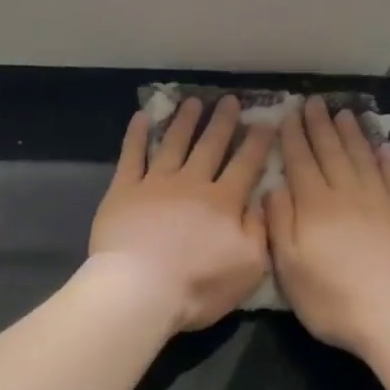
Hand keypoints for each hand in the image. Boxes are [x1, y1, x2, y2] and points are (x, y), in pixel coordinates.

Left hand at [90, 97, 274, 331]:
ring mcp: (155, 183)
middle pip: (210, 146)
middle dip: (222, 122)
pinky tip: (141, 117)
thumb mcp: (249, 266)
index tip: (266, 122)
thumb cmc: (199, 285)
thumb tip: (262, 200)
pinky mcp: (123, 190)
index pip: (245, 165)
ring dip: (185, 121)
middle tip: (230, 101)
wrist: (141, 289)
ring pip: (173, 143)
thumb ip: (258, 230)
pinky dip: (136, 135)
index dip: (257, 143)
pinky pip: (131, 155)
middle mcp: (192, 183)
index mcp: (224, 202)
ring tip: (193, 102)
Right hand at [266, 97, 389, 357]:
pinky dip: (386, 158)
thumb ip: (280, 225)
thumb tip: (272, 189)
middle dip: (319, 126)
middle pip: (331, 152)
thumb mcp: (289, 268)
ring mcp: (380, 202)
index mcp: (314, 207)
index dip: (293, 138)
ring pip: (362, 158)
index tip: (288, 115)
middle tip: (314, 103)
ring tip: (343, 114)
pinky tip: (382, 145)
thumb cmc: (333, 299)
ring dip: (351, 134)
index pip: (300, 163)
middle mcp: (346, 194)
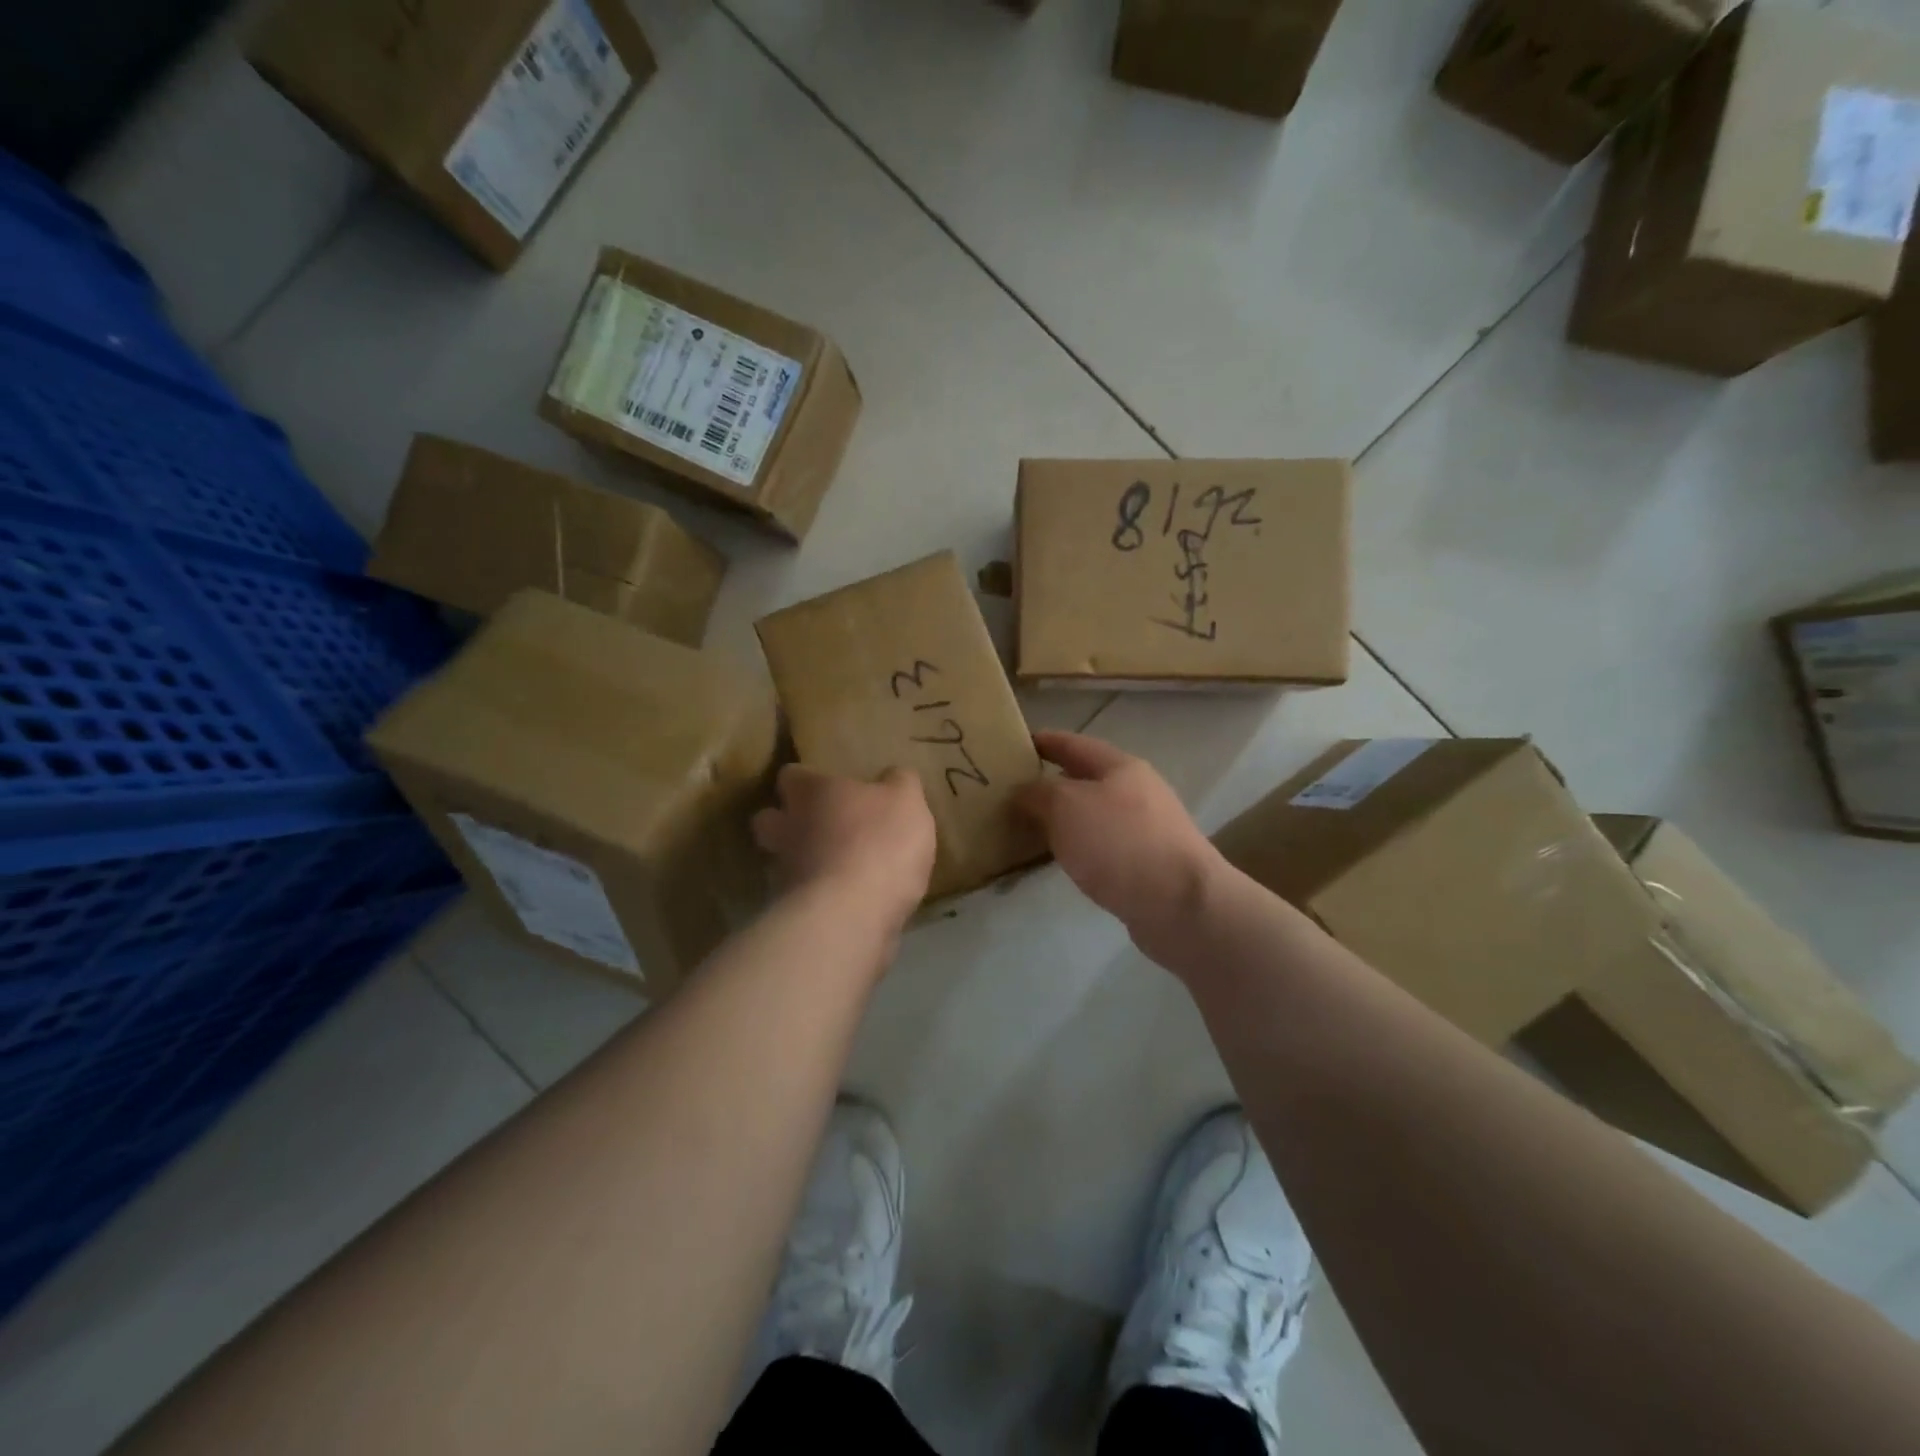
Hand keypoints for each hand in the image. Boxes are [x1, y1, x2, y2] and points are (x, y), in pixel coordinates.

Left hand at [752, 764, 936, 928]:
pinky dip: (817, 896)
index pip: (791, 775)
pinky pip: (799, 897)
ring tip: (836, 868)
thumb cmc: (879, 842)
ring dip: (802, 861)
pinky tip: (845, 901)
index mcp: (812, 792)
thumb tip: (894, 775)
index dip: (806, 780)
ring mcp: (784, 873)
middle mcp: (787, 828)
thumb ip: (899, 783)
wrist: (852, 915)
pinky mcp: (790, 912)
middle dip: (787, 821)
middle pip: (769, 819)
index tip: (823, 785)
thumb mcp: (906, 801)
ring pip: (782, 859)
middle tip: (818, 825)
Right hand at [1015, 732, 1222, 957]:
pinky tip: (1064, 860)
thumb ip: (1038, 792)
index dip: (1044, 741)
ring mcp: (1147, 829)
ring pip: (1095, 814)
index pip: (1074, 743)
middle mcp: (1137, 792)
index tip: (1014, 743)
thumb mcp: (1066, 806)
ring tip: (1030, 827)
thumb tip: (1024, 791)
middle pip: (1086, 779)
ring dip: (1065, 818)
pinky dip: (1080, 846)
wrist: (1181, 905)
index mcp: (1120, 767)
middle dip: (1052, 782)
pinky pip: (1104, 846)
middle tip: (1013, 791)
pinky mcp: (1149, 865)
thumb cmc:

● ● ● ●

## Task instructions
From the listing above, restate verbatim the lines running from the one with "pinky dip: (386, 158)" through the one with "thumb cmc: (879, 842)", inclusive, but not the pictures.

## Answer section
pinky dip: (386, 158)
thumb ip: (280, 225)
thumb tip: (272, 189)
middle dip: (319, 126)
middle pip: (331, 152)
thumb mcp: (289, 268)
ring mcp: (380, 202)
index mcp: (314, 207)
index dip: (293, 138)
ring pip: (362, 158)
index tip: (288, 115)
middle tip: (314, 103)
ring tip: (343, 114)
pinky tip: (382, 145)
thumb cmc: (333, 299)
ring dip: (351, 134)
index pip: (300, 163)
middle mcp: (346, 194)
Hand keypoints for each hand in the image. Boxes are [x1, y1, x2, y2] and points are (x, y), in pixel coordinates.

Left hand at [752, 764, 936, 928]:
pinky dip: (817, 896)
index pip: (791, 775)
pinky pip: (799, 897)
ring tip: (836, 868)
thumb cmc: (879, 842)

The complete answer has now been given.